• **ABOUT THIS TASK**: The answer must consist of every line in the records below that contains the string "bends".
═════ SOURCE MATERIAL ═════
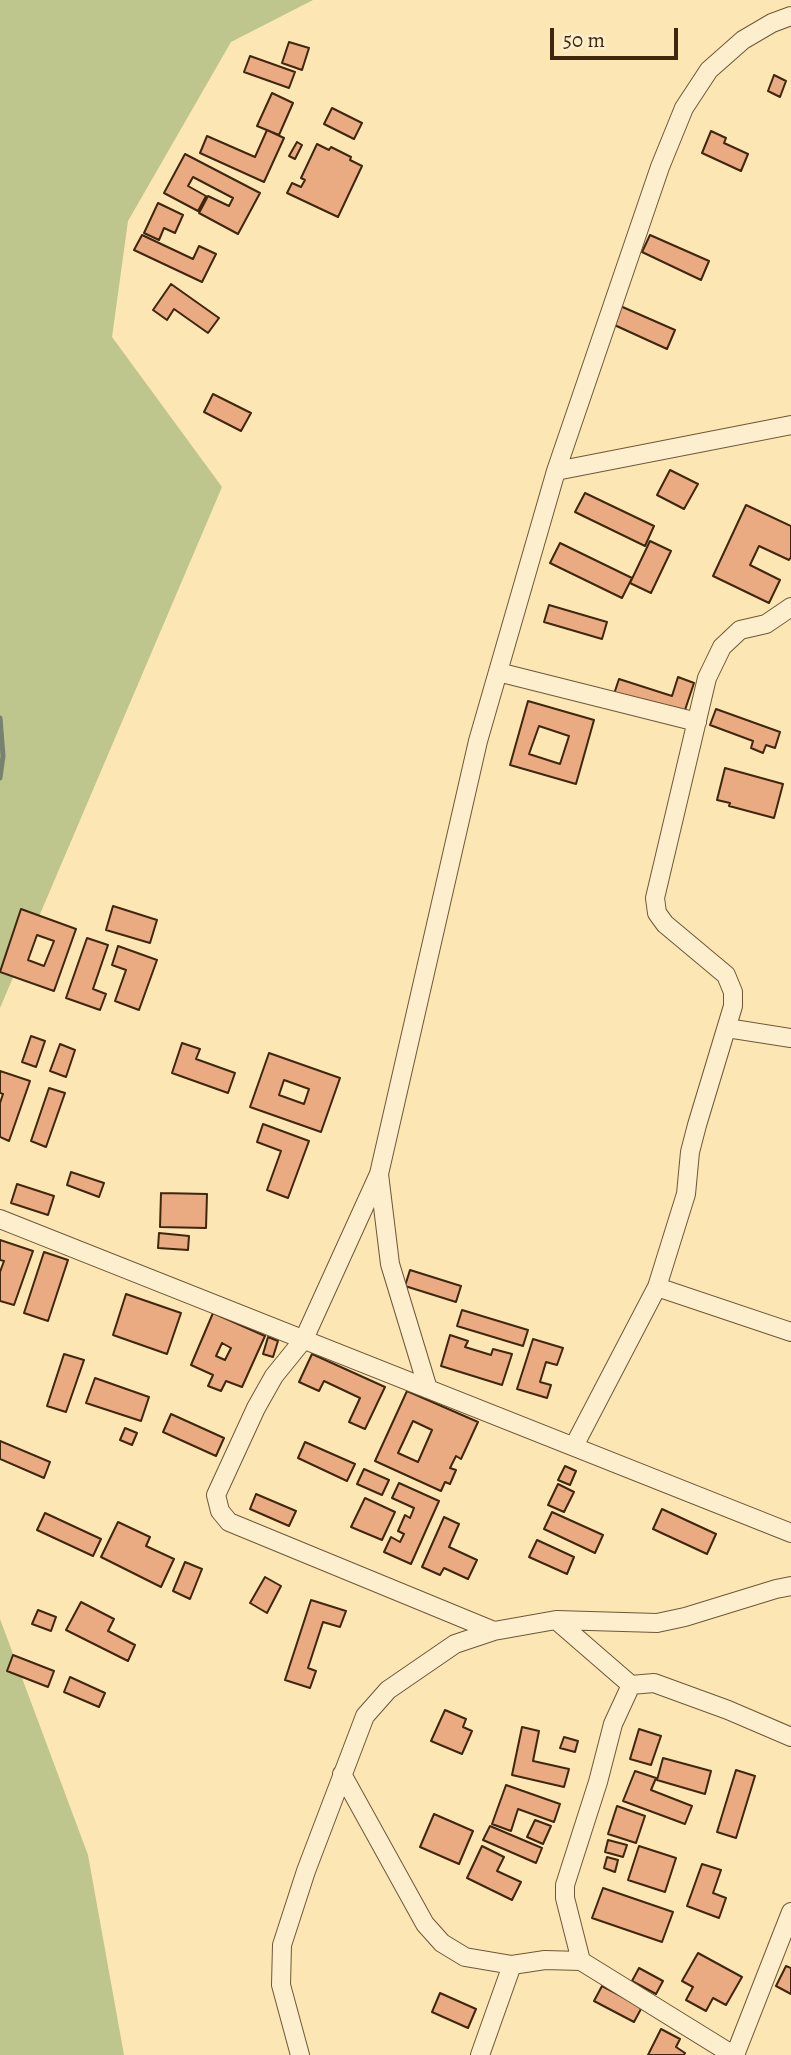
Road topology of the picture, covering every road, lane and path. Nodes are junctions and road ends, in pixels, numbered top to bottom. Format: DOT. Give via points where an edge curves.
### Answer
graph roads {
  1 [pos="791,16"];
  2 [pos="790,422"];
  3 [pos="556,471"];
  4 [pos="791,607"];
  5 [pos="498,672"];
  6 [pos="697,722"];
  7 [pos="727,1028"];
  8 [pos="791,1038"];
  9 [pos="379,1174"];
  10 [pos="0,1219"];
  11 [pos="657,1287"];
  12 [pos="791,1332"];
  13 [pos="304,1339"];
  14 [pos="428,1389"];
  15 [pos="574,1446"];
  16 [pos="791,1533"];
  17 [pos="791,1586"];
  18 [pos="556,1620"];
  19 [pos="495,1631"];
  20 [pos="631,1685"];
  21 [pos="791,1737"];
  22 [pos="342,1774"];
  23 [pos="791,1912"];
  24 [pos="581,1961"];
  25 [pos="512,1965"];
  26 [pos="300,2055"];
  27 [pos="481,2055"];
  28 [pos="734,2055"];
  1 -- 3 [label="street" via="743,40 709,70 684,108"];
  2 -- 3 [label="street"];
  3 -- 5 [label="street"];
  4 -- 6 [label="street" via="766,624 740,630 722,647 707,678"];
  5 -- 6 [label="street"];
  5 -- 9 [label="street" via="478,741"];
  6 -- 7 [label="street" via="655,898 657,913 665,924 726,975 733,992"];
  7 -- 8 [label="street"];
  7 -- 11 [label="street" via="690,1152 686,1194"];
  9 -- 13 [label="street"];
  9 -- 14 [label="street" via="390,1264"];
  10 -- 13 [label="street"];
  11 -- 12 [label="street"];
  11 -- 15 [label="street"];
  13 -- 14 [label="street"];
  13 -- 19 [label="street" via="256,1408 216,1495 219,1511 229,1522"];
  14 -- 15 [label="street"];
  15 -- 16 [label="street"];
  17 -- 18 [label="street" via="657,1623"];
  18 -- 19 [label="street"];
  18 -- 20 [label="street"];
  19 -- 22 [label="street" via="455,1644 388,1690 365,1716"];
  20 -- 21 [label="street" via="654,1683"];
  20 -- 24 [label="street" via="613,1724 565,1885"];
  22 -- 25 [label="street" via="425,1924 442,1943 466,1957"];
  22 -- 26 [label="street" via="282,1945 281,1985"];
  23 -- 28 [label="street"];
  24 -- 25 [label="street"];
  24 -- 28 [label="street"];
  25 -- 27 [label="street"];
}
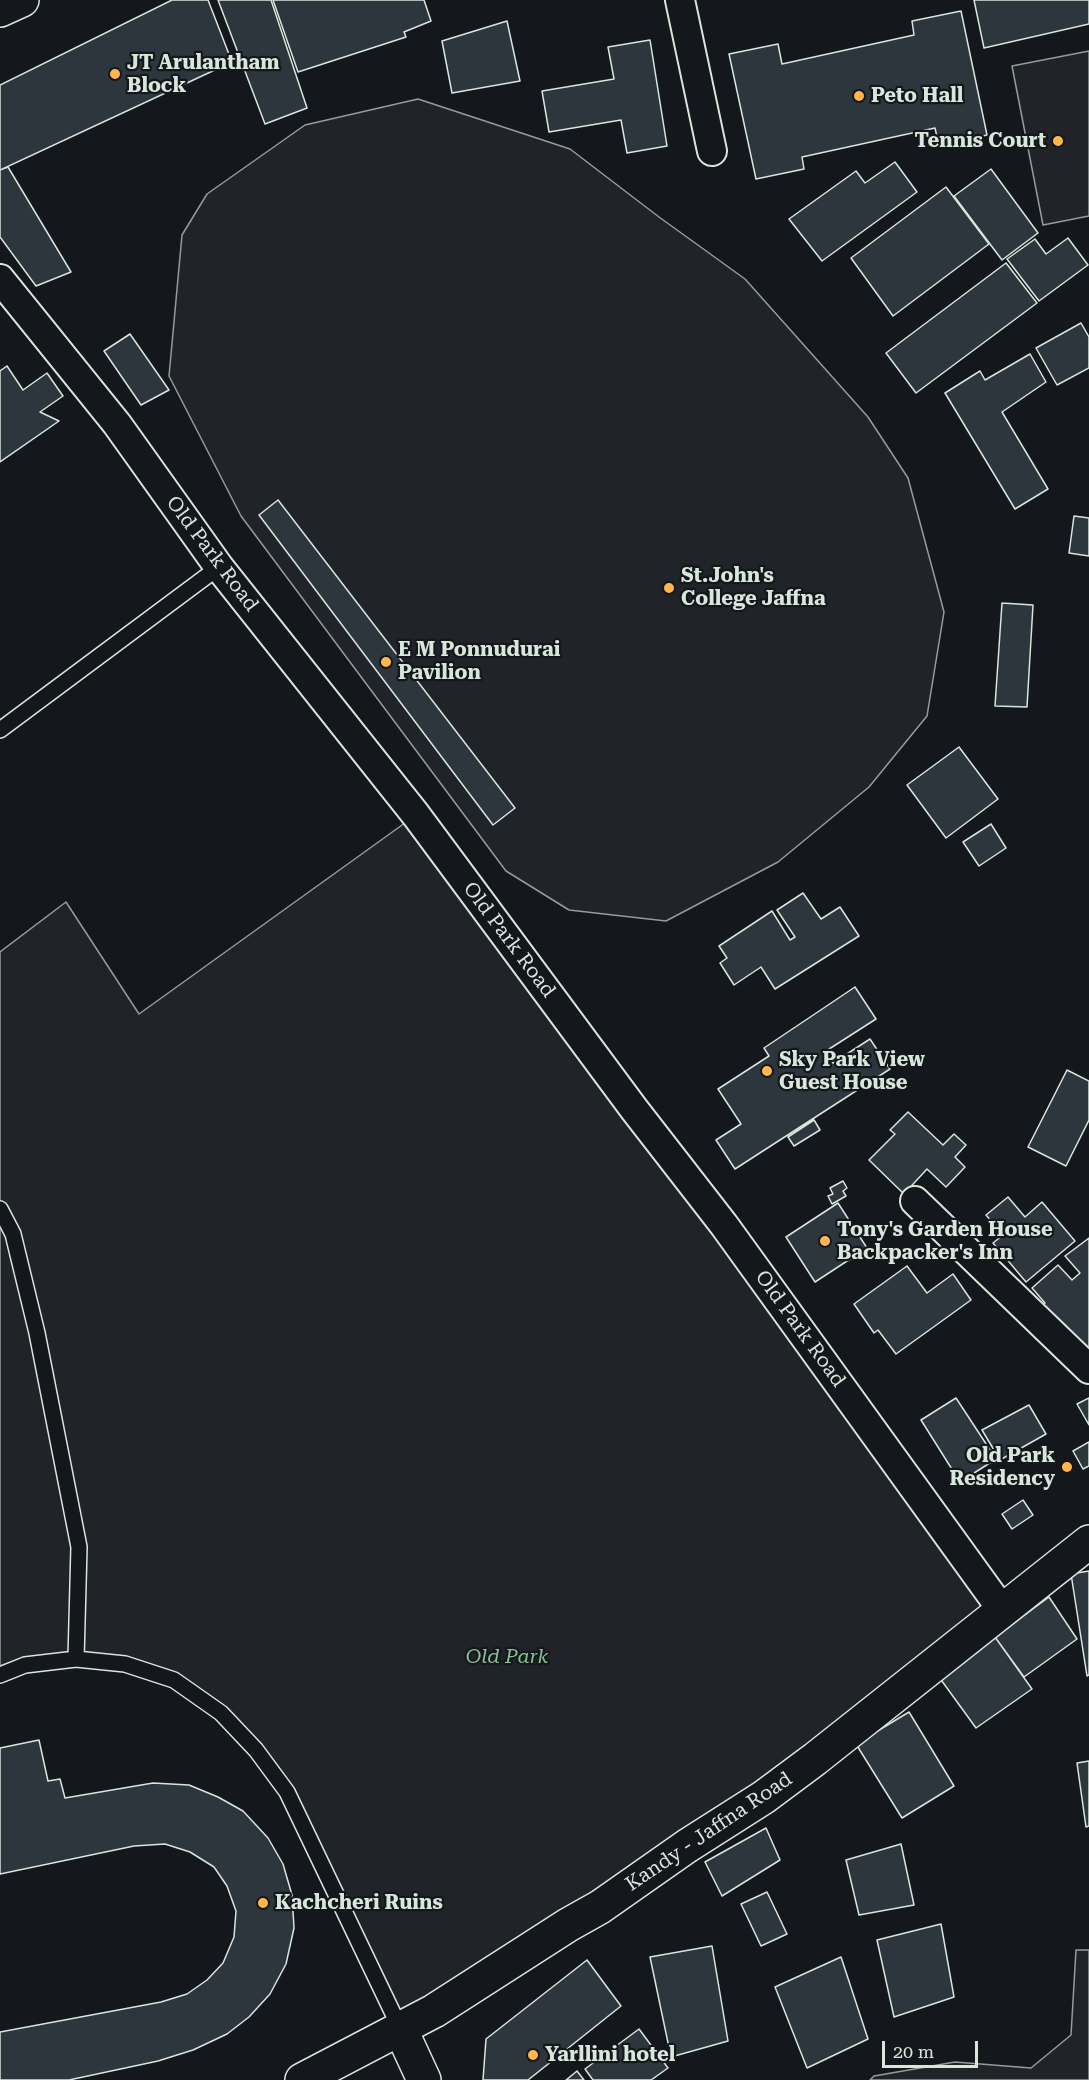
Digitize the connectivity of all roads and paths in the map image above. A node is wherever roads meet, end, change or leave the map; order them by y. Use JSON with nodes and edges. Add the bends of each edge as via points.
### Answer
{"nodes":[{"id":1,"x":22,"y":0,"type":"edge"},
{"id":2,"x":680,"y":0,"type":"edge"},
{"id":3,"x":0,"y":10,"type":"edge"},
{"id":4,"x":712,"y":151,"type":"dead end"},
{"id":5,"x":0,"y":279,"type":"edge"},
{"id":6,"x":219,"y":567,"type":"junction"},
{"id":7,"x":0,"y":730,"type":"edge"},
{"id":8,"x":915,"y":1201,"type":"dead end"},
{"id":9,"x":0,"y":1209,"type":"edge"},
{"id":10,"x":1089,"y":1370,"type":"edge"},
{"id":11,"x":1089,"y":1542,"type":"edge"},
{"id":12,"x":1003,"y":1611,"type":"junction"},
{"id":13,"x":76,"y":1659,"type":"junction"},
{"id":14,"x":0,"y":1675,"type":"edge"},
{"id":15,"x":400,"y":2028,"type":"junction"},
{"id":16,"x":302,"y":2080,"type":"edge"},
{"id":17,"x":424,"y":2080,"type":"edge"}],
"edges":[{"from":1,"to":3,"type":"main road"},
{"from":2,"to":4,"type":"street"},
{"from":5,"to":6,"type":"street","name":"Old Park Road","via":[[117,424]]},
{"from":6,"to":7,"type":"lane"},
{"from":6,"to":12,"type":"street","name":"Old Park Road","via":[[416,814],[724,1225]]},
{"from":8,"to":10,"type":"street"},
{"from":9,"to":13,"type":"lane","via":[[13,1234],[37,1333],[79,1547]]},
{"from":11,"to":12,"type":"main road","name":"Kandy - Jaffna Road"},
{"from":12,"to":15,"type":"main road","name":"Kandy - Jaffna Road","via":[[764,1797],[600,1907],[434,2011]]},
{"from":13,"to":14,"type":"lane","via":[[25,1665]]},
{"from":13,"to":15,"type":"lane","via":[[125,1664],[174,1680],[221,1713],[256,1750],[287,1792]]},
{"from":15,"to":16,"type":"main road","name":"Kandy - Jaffna Road"},
{"from":15,"to":17,"type":"main road"}]}
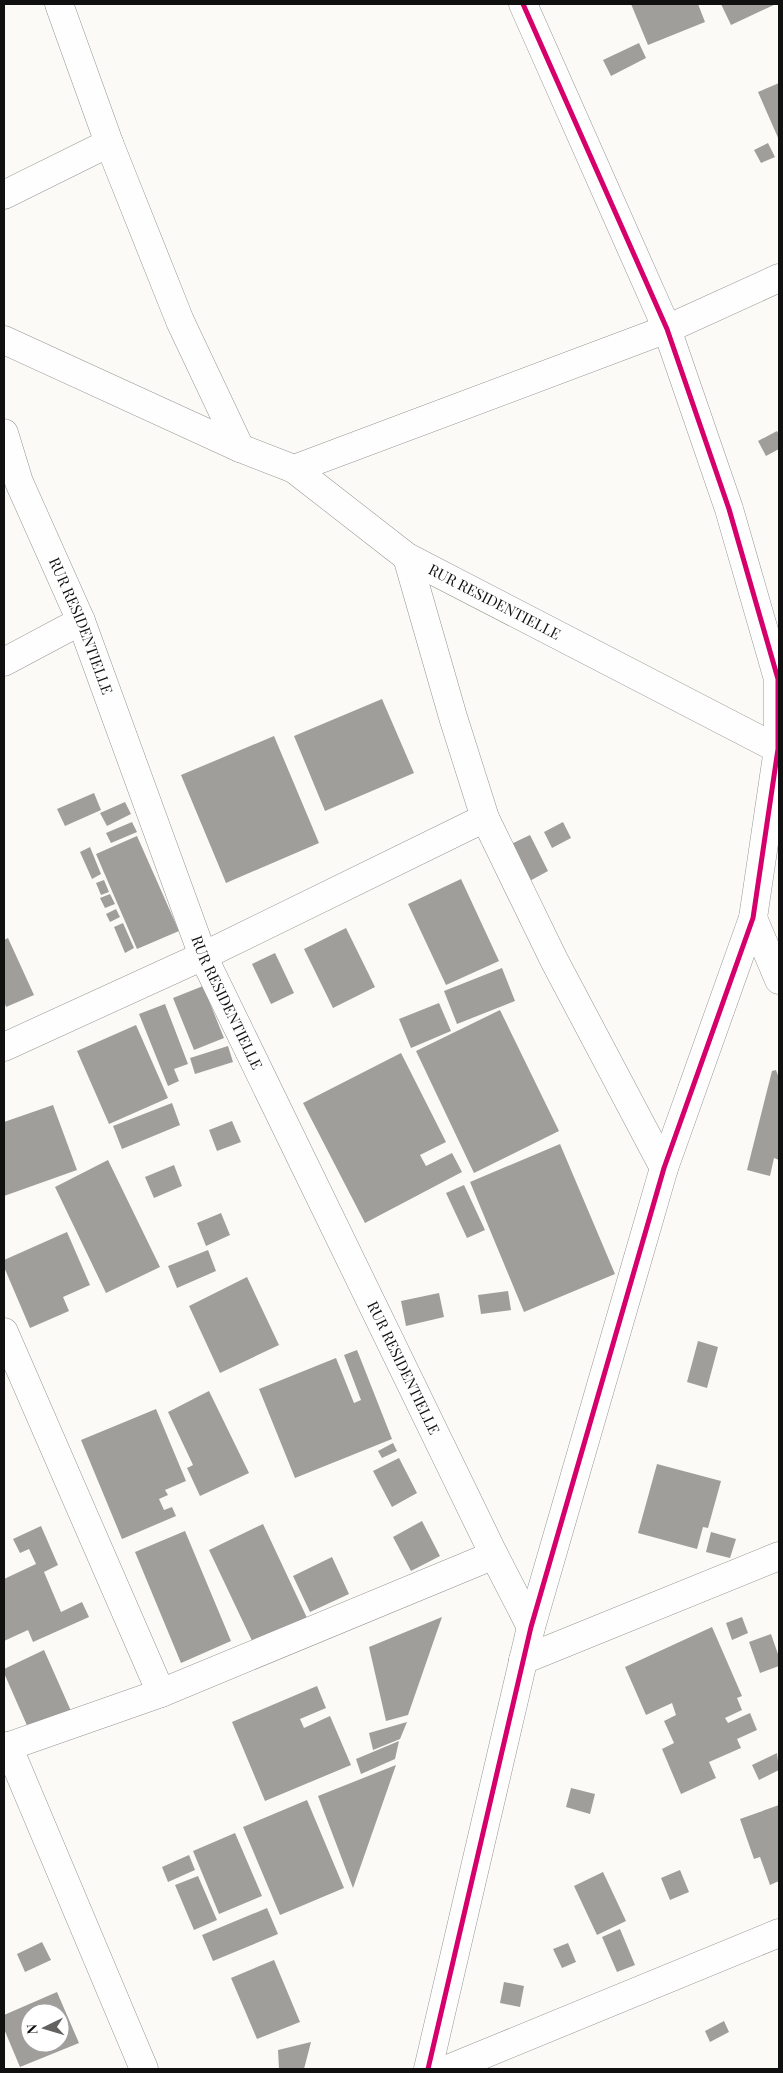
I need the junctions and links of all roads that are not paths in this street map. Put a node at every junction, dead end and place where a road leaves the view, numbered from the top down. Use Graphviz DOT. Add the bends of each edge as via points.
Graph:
═════
• **PROBLEM SOLUTION**:
Digitize the connectivity of all roads and paths in the map image above. A node is wherever roads meet, end, change or leave the map; order them by y. Use JSON with nodes and edges. Add the bends of each edge as via points.
I need the junctions and links of all roads that are not paths in this street map. Put a node at every junction, dead end and place where a road leaves the view, numbered from the top down. Use Graphviz DOT. Add the bends of each edge as via points.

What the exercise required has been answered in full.